Et si l’on considère le Temple comme un art de vivre, comme la manière, de fixer pour un temps, dans le sérieux comme dans la pantomime, dans l’analogique comme dans le software, des milieux antagonistes, on comprendra finalement que ce qui fait le sel et le divin, c’est la mode. Grande déesse des changements et des exclusifs. Mais attention, passez l’astuce, ce n’est pas celle des vestiaires et des vêtures, cette mode dont Temple parle est celle qui définie, polymorphe, toute qualité aux choses, maîtresse des élégances et des environnements, jouisseuse des irruptions et des continuités : belle Athéna Niké.
« Pattern and decoration » dit du groupe qui influence crûment la biennale de Venise en 1979. Memphis et d’autres voient, alors, dans ce mouvement d’artistes émancipés d’un goût mesuré, les qualités comme l’autorisation à décrire et peindre des éléments ornementaux dans la saturation, la joie et les détournements les plus sensuels. Là, encore, motif et décoration, comme transgressivité simple. Mais pourquoi n’y avait-on pas pensé ! Critique, de guerre lasse oui, badinage crade, bien sûr, éloquente et proximique fussent-elles rudes, oui encore. Là, chez « P&D », les objets mobiliers sont picturaux fakes, les tableaux sont des imprimés jetés, encore, le rejeu des matériaux excédent les médiums… Un panthéon épris de local et de global, aux morphismes toujours plus agiles. Ici, l’éditorial Temple monte les abords d’une série similaire de murs aux vitraux polychromes, d’une lanterne magique en forme d’hétérogène qui dit « les formes changées en nouveaux corps », réponse sans question à « P&D ». Loin du monomoderne, l’éloge de son contraire.
Des corps mous et inertes, des croyants, des badauds, des fidèles, ce lectorat accompli doit se saisir du panthéon ainsi constitué qui relate le plaisir des écarts, qui d’Ovide à Ballard, de l’informe à l’exforme dessine en décloisonnant le regard terrible et pourtant pugnace d’un classicisme moderne. Mais alors, croyants, adeptes, fidèles, ce qui se donne à voir ici, certes pense son public, mais sans précaution d’usage, demandant à chacun de mettre une combinaison de chantier et de parcourir comme de déplier ces collages sauvages, au risque d’éclaboussures. Quoi, un dégoût ? N’y revenons pas. Du goût pour le trop, le coulissant, le refait, l’hyper et le tendu.

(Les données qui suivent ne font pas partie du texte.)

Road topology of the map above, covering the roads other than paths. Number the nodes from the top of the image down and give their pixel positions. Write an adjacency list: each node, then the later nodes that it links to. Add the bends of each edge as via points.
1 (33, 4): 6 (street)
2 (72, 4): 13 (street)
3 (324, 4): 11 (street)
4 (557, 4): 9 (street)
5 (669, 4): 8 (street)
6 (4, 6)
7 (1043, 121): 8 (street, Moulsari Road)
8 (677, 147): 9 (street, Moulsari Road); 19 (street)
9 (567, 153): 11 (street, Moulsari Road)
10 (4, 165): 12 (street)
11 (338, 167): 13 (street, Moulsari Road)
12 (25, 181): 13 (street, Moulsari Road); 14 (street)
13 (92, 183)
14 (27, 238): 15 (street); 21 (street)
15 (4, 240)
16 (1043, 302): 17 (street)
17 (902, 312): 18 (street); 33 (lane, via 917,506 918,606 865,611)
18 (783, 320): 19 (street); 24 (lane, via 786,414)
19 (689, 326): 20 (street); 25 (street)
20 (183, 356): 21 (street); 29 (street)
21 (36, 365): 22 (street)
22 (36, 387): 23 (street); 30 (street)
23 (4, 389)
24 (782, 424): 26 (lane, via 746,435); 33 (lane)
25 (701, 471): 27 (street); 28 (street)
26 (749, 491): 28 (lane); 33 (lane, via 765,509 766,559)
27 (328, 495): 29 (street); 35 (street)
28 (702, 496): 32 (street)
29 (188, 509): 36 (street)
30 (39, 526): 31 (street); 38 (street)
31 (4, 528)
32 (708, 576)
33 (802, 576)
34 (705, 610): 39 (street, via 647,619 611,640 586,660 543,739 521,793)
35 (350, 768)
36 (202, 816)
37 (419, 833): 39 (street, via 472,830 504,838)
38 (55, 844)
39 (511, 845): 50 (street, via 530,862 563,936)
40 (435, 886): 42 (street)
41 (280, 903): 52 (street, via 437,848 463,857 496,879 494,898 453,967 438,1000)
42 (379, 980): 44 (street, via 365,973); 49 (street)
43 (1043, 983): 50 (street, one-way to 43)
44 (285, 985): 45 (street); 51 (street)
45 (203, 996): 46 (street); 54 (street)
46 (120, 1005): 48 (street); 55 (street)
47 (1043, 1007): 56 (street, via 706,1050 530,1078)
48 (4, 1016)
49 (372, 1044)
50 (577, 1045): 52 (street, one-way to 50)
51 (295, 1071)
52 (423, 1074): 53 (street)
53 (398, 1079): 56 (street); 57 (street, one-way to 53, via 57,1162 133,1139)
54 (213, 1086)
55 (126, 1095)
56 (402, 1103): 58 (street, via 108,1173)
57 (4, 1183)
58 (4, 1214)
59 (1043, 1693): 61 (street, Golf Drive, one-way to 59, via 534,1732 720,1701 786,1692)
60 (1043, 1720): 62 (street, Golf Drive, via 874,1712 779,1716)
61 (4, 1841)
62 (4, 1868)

« Temple est panthéon, Panthéon est temple », synonymie réelle et principe de vase communicant, encore et enfin comme une figure analogue à la culture numérique - tant dans ses formes que ses référents - de notre contemporain, celui dont on se plaît à se plaindre. Le « plurivers » associe alors sans feindre les amalgames et les associations libres. La matière numérique, elle, ductile et grasse, sans format, se cristallise, dans un écoulement bachelardien. Du flux médiatique ? D’un son, poétique sans doute, dans une perspective baudelairienne, de celle qui parachève la diversité du grand plaisir d’un Parnasse complexe donc manifestement incomplet.